▶ **WHAT TO PRODUCE**: Search the records for the string "lists" and copy every line in which it appears.

Stored items
────────────────────
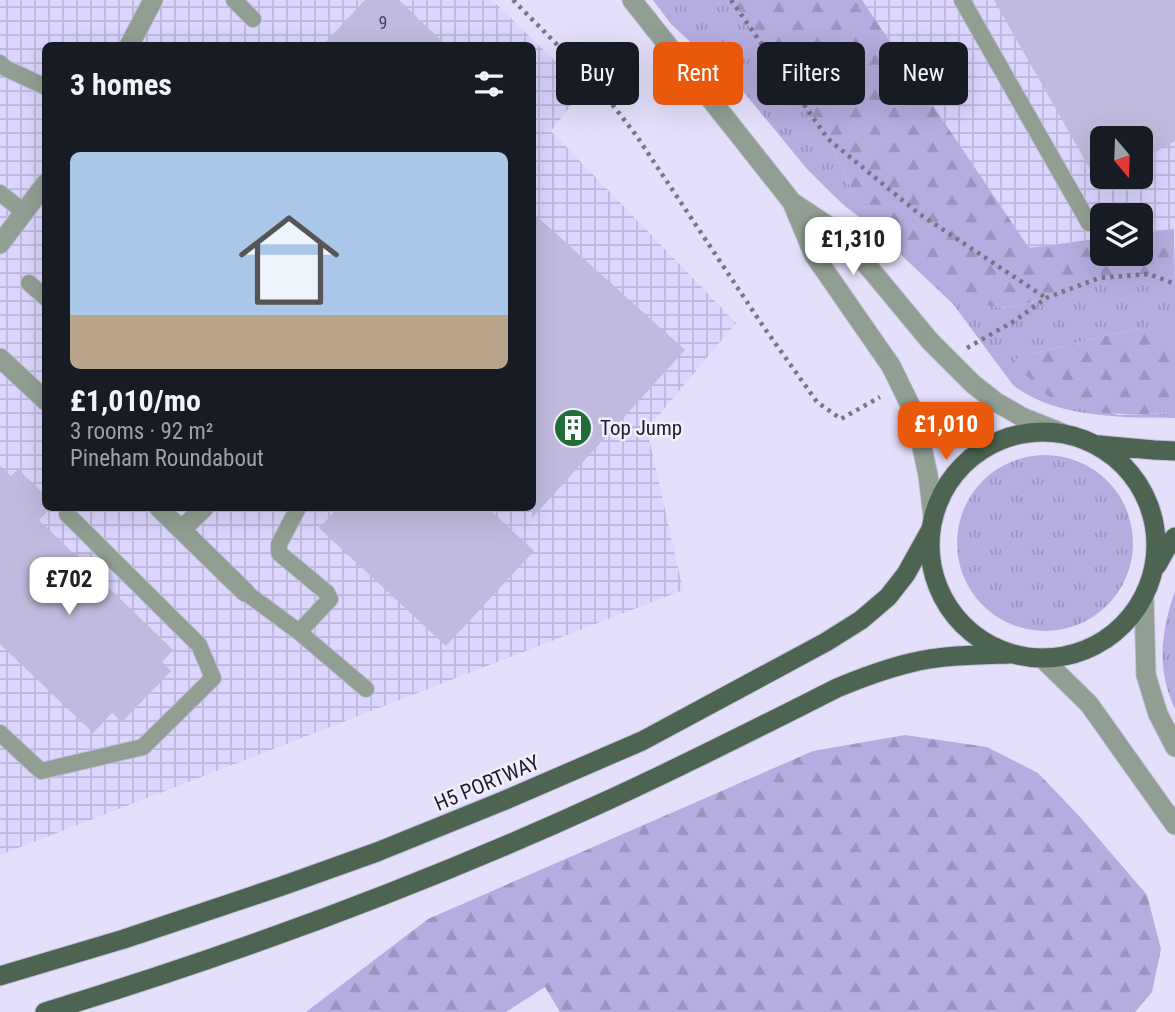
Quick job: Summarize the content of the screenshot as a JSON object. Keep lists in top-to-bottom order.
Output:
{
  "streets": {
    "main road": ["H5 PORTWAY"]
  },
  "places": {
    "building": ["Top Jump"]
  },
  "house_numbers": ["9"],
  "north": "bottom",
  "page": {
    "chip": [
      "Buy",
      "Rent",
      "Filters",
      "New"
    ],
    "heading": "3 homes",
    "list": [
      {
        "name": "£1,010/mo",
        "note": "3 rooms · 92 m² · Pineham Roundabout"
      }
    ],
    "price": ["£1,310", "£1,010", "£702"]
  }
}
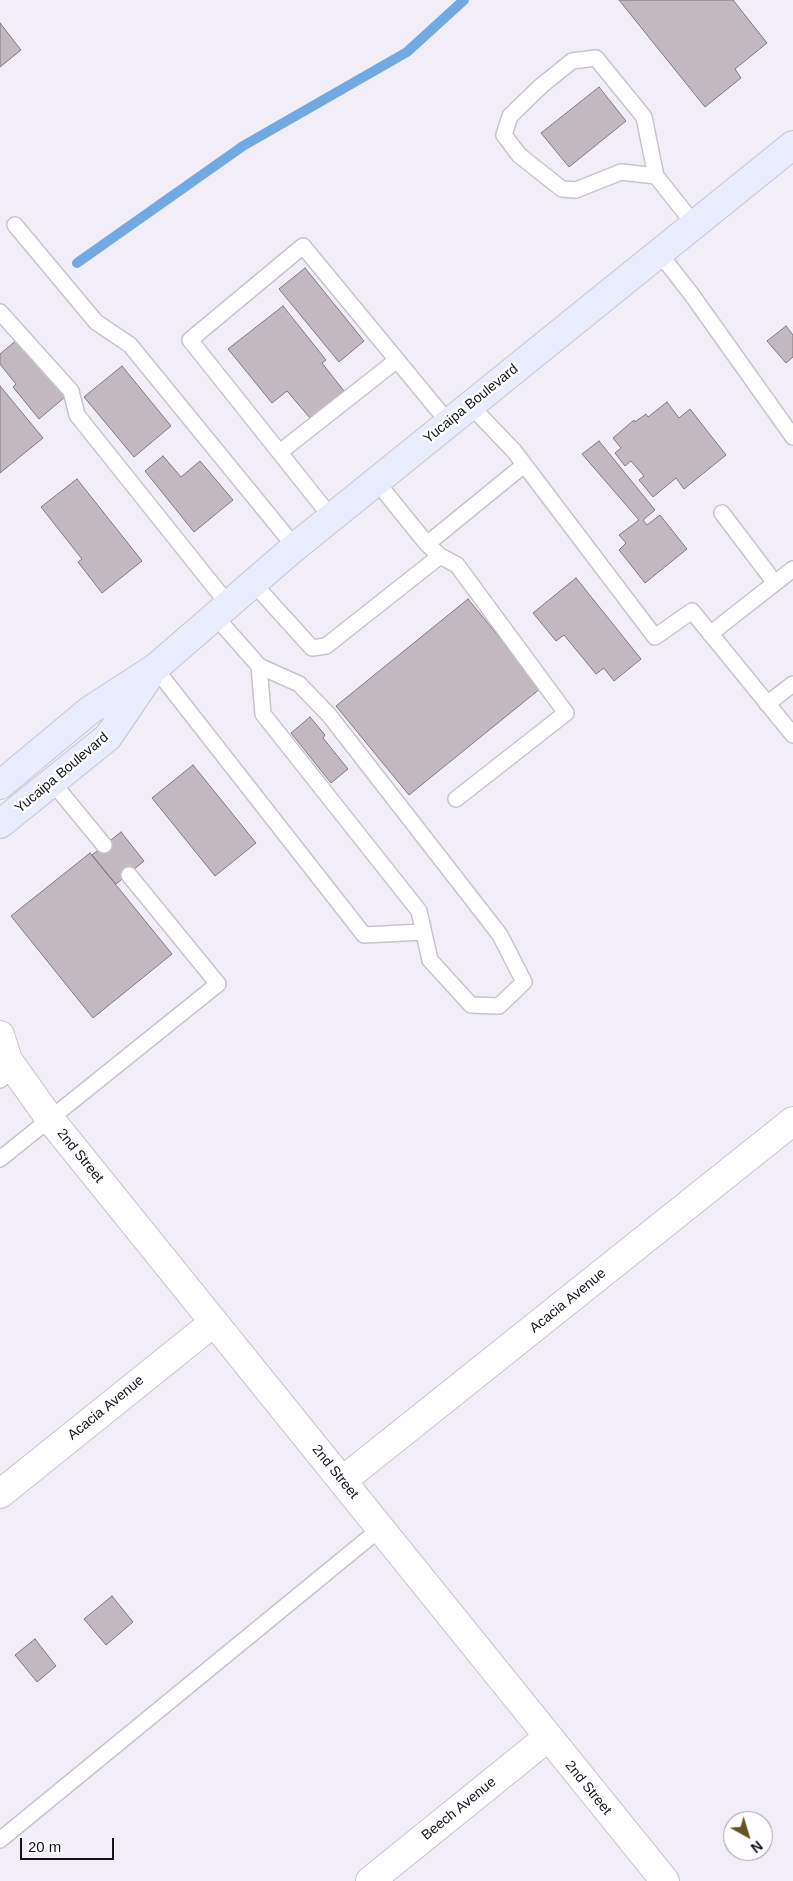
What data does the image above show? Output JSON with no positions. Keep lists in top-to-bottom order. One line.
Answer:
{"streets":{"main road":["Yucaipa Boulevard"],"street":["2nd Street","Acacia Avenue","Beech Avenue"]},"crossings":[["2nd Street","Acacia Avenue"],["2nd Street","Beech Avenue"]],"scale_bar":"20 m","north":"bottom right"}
────────────────────
▶ **EXERCISE RESPONSE**:
Quick job: Summarize the content of the screenshot as a JSON object. Keep lists in top-to-bottom order.
What data does the image above show? Output JSON with no positions. Keep lists in top-to-bottom order. One line.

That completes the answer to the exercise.